Flagging An Anti-Gun Lie
OK, maybe not a lie. You can probably chalk up the following example to a Brit’s blind ignorance. Anyway, yesterday Twitter selected me for a trial view of Birdwatch. I found this out when I saw a notice below an anti-gun tweet that set the facts straight:
Instead of “the unquestionable fact-checkers thus sayeth,” it was clear that this new fact-checking system is driven by average users. Instead of taking a hard position, the notice says “Readers added context they thought people might want to know.”
The simple notice under the tweet above states that the guns pictured are, in fact, BB guns, and aren’t regulated like firearms because they have a low risk of injury.

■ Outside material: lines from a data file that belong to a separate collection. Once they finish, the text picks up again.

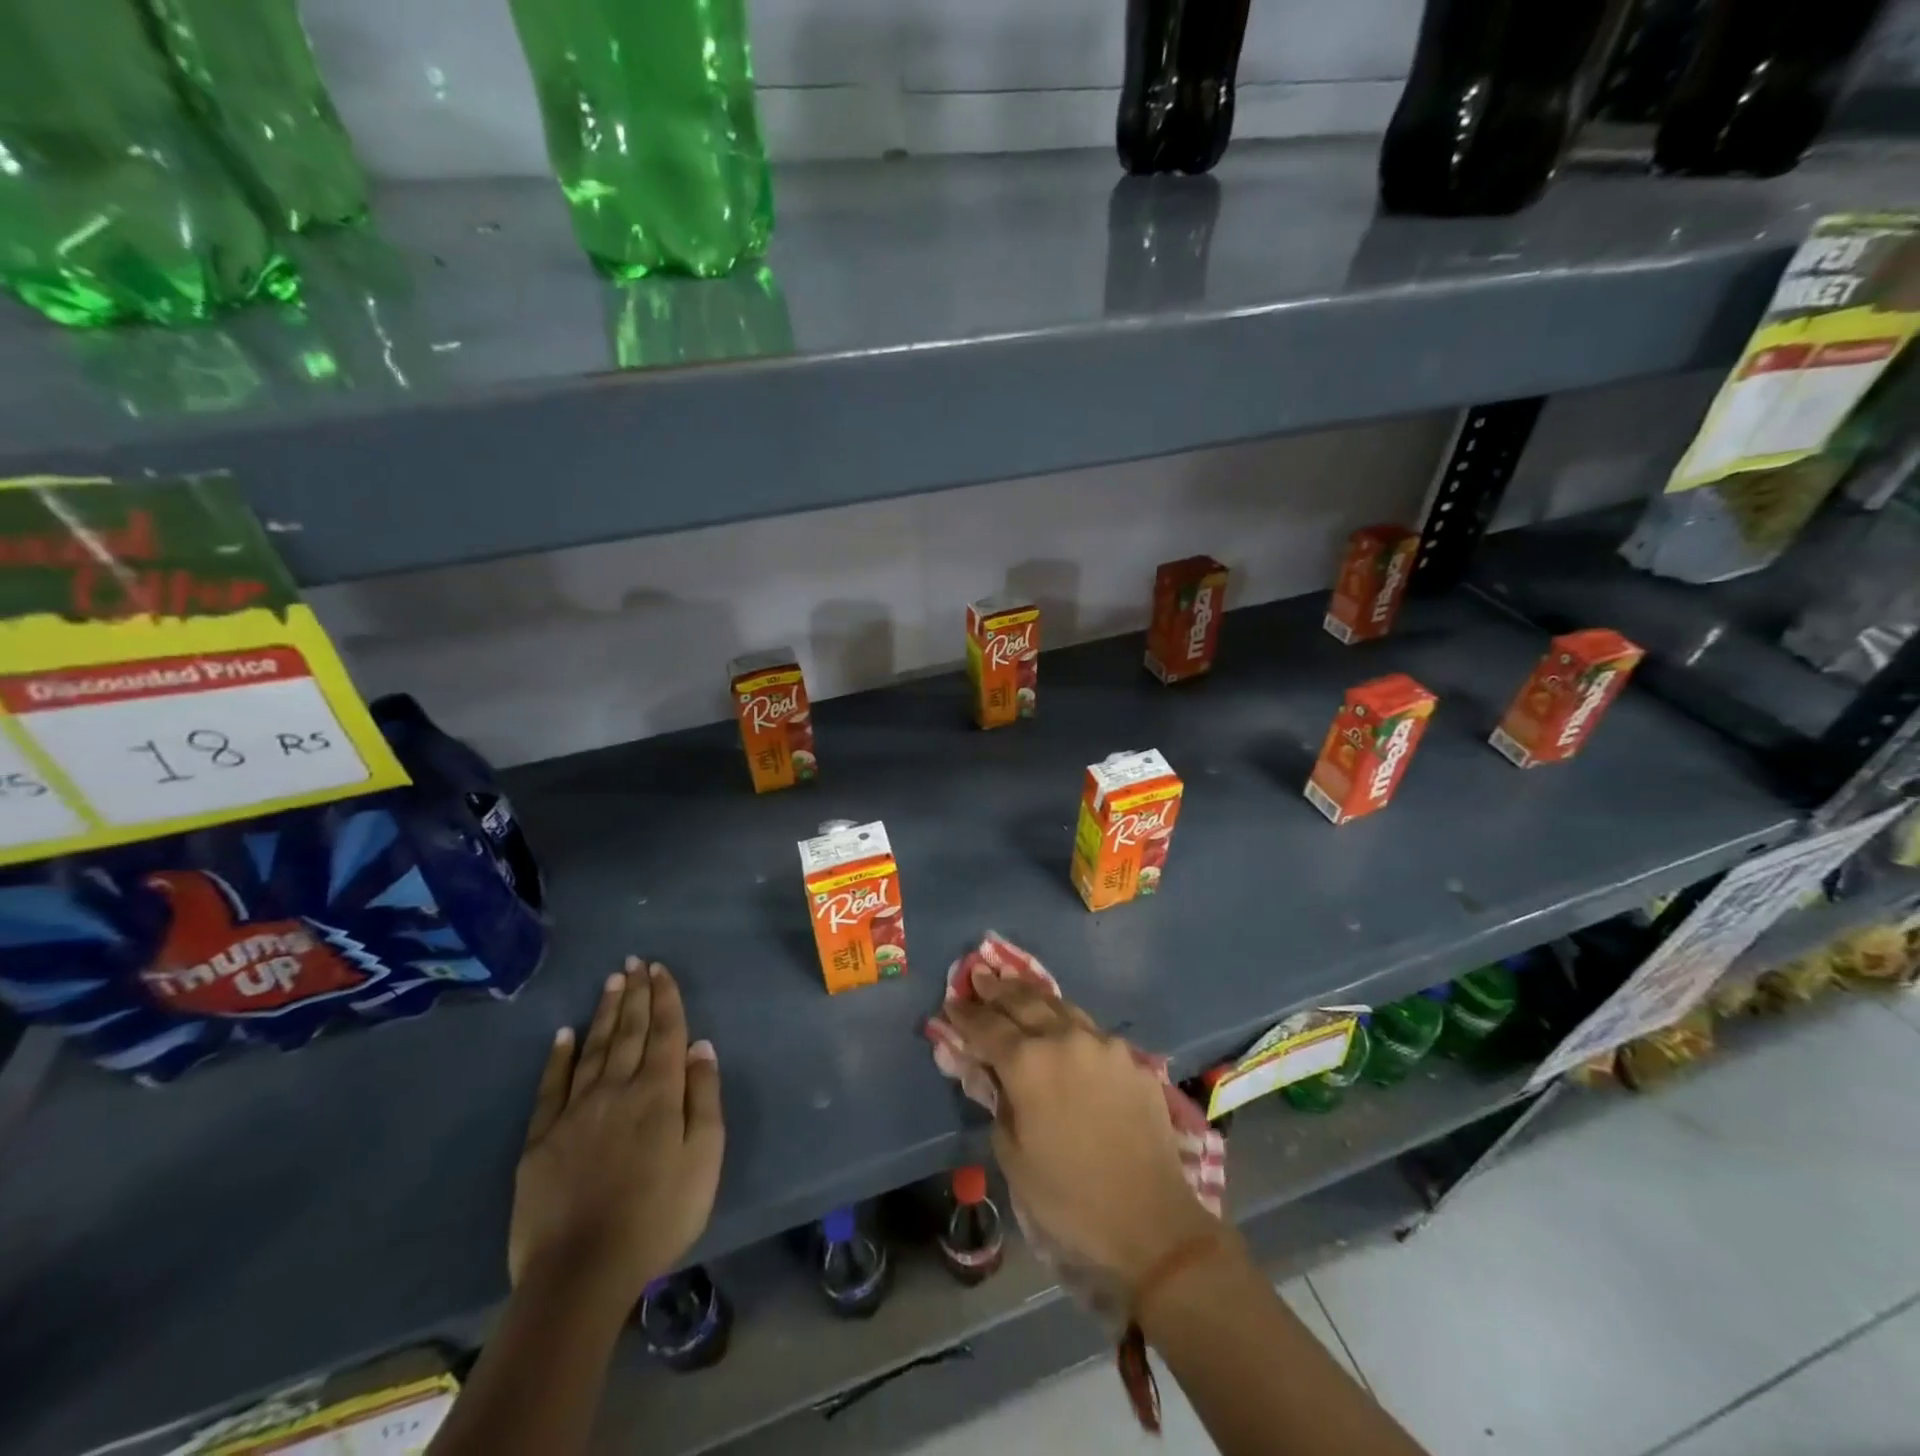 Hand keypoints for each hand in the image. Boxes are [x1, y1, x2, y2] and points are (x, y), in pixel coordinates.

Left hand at [508, 959, 723, 1304]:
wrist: (581, 1274)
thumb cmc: (658, 1216)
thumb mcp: (704, 1159)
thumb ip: (704, 1098)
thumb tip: (702, 1046)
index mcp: (659, 1093)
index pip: (666, 1033)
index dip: (665, 998)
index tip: (661, 969)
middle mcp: (617, 1089)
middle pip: (630, 1032)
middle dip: (635, 994)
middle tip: (635, 962)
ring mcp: (575, 1111)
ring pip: (594, 1048)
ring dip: (605, 1012)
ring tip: (612, 981)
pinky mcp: (541, 1138)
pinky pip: (551, 1086)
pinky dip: (559, 1056)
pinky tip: (564, 1033)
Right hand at [945, 977, 1217, 1296]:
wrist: (1151, 1222)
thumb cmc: (1068, 1198)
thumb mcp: (1012, 1155)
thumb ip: (996, 1100)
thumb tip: (988, 1071)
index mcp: (1028, 1063)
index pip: (987, 1026)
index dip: (965, 1015)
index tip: (950, 1003)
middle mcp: (1065, 1039)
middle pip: (1024, 1002)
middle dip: (997, 989)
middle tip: (980, 975)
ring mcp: (1104, 1044)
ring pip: (1061, 1007)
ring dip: (1034, 998)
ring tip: (1016, 988)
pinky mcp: (1132, 1059)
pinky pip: (1092, 1032)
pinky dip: (1068, 1024)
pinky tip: (1063, 1029) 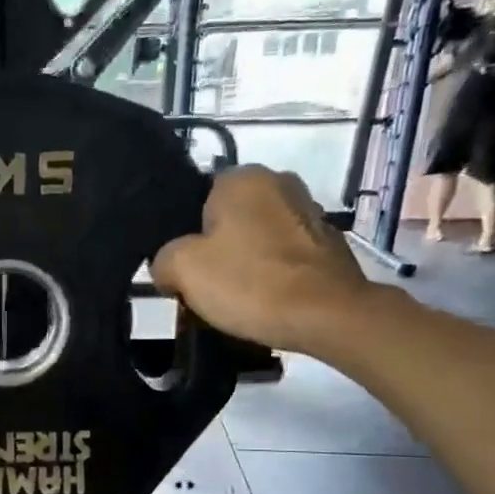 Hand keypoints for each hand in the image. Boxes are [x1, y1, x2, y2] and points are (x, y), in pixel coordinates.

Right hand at [151, 167, 372, 353]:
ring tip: (238, 298)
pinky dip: (275, 275)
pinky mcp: (331, 245)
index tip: (184, 267)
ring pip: (259, 237)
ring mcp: (311, 213)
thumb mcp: (181, 269)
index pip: (197, 198)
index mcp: (243, 177)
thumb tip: (168, 266)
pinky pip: (286, 257)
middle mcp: (281, 182)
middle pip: (230, 218)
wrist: (327, 316)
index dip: (185, 234)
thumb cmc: (249, 282)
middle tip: (205, 284)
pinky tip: (267, 302)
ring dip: (247, 261)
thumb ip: (163, 259)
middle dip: (217, 247) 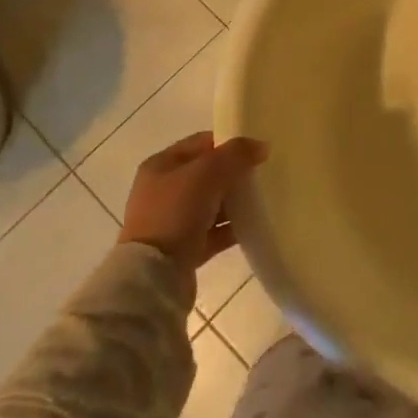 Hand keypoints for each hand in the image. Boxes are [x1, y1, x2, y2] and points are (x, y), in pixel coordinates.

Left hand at [118, 132, 266, 286]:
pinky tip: (253, 225)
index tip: (257, 150)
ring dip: (235, 202)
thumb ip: (236, 154)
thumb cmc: (175, 212)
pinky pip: (214, 231)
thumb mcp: (207, 173)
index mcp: (161, 165)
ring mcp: (172, 220)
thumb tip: (261, 146)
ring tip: (263, 200)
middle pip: (207, 174)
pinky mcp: (183, 248)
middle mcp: (163, 190)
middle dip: (235, 173)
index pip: (201, 143)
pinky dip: (231, 228)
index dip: (229, 143)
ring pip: (212, 203)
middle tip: (263, 174)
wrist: (154, 275) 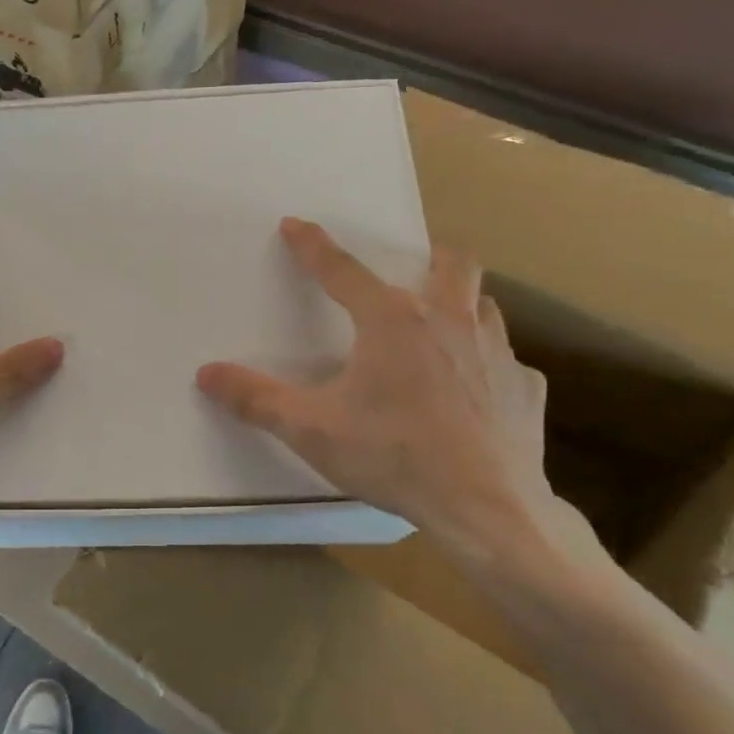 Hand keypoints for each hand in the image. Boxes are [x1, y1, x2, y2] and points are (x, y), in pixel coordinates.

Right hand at [196, 218, 604, 587]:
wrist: (487, 508)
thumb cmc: (393, 457)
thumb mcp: (311, 429)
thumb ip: (256, 399)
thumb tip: (206, 374)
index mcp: (392, 323)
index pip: (342, 270)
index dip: (313, 247)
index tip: (296, 225)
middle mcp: (449, 322)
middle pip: (451, 264)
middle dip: (430, 257)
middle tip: (413, 271)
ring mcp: (497, 353)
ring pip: (485, 306)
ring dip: (463, 306)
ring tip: (443, 330)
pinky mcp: (527, 389)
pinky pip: (509, 363)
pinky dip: (489, 367)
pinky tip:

Something most Americans would know, but apparently not a hapless BBC “journalist.” Links to back up both assertions were included, too.
Unlike past fact-checking efforts, Birdwatch doesn’t rely on the word and opinion of people working at Twitter HQ. Instead, it allows normal users to flag disinformation and provide context. Then, their “note” goes into a moderation system that’s also driven by users.
Here’s what that system looks like:
It shows you tweets that someone has flagged with a note and asks you to rate the notes.
It asks you whether each not is helpful, and you can answer “Yes”, “No”, or “Somewhat”.
It then asks you to explain why you thought the fact-checking or context note was or wasn’t helpful. In this case, I chose “No” because it provides no sources, uses biased language, and is poorly worded.
To deal with people who approve or disapprove of notes based on their own ideology or tribal affiliation rather than objective criteria, Twitter doesn’t rely on the word of one reviewer. To actually appear below a tweet, a comment needs a number of positive votes from people across the ideological spectrum (presumably based on past tweets). So, good tweets aren’t going to get a note unless there’s a broader consensus that something is wrong.
Perhaps more importantly, the offending tweet doesn’t get removed. The person sharing disinformation gets their freedom of speech, while their followers get to decide for themselves whether the person was sharing faulty information or trying to deceive people, and they get information broadly found useful to help them make their decision.
While no system is perfect, I think this puts the power of fact-checking back where it belongs…in the hands of normal platform users. It also gives us a fighting chance against all kinds of disinformation and not just things the left objects to.
How To Help Fact-Check Anti-Gun Propaganda
This system predates Musk’s purchase of Twitter, but it does appear that they’re letting more people into it since he made the sale. So, we can’t be sure whether he’ll keep it or ask for further improvements. But if they do decide to keep it, we could end up with a system that puts us all on a level free speech playing field rather than one that’s tilted to one side.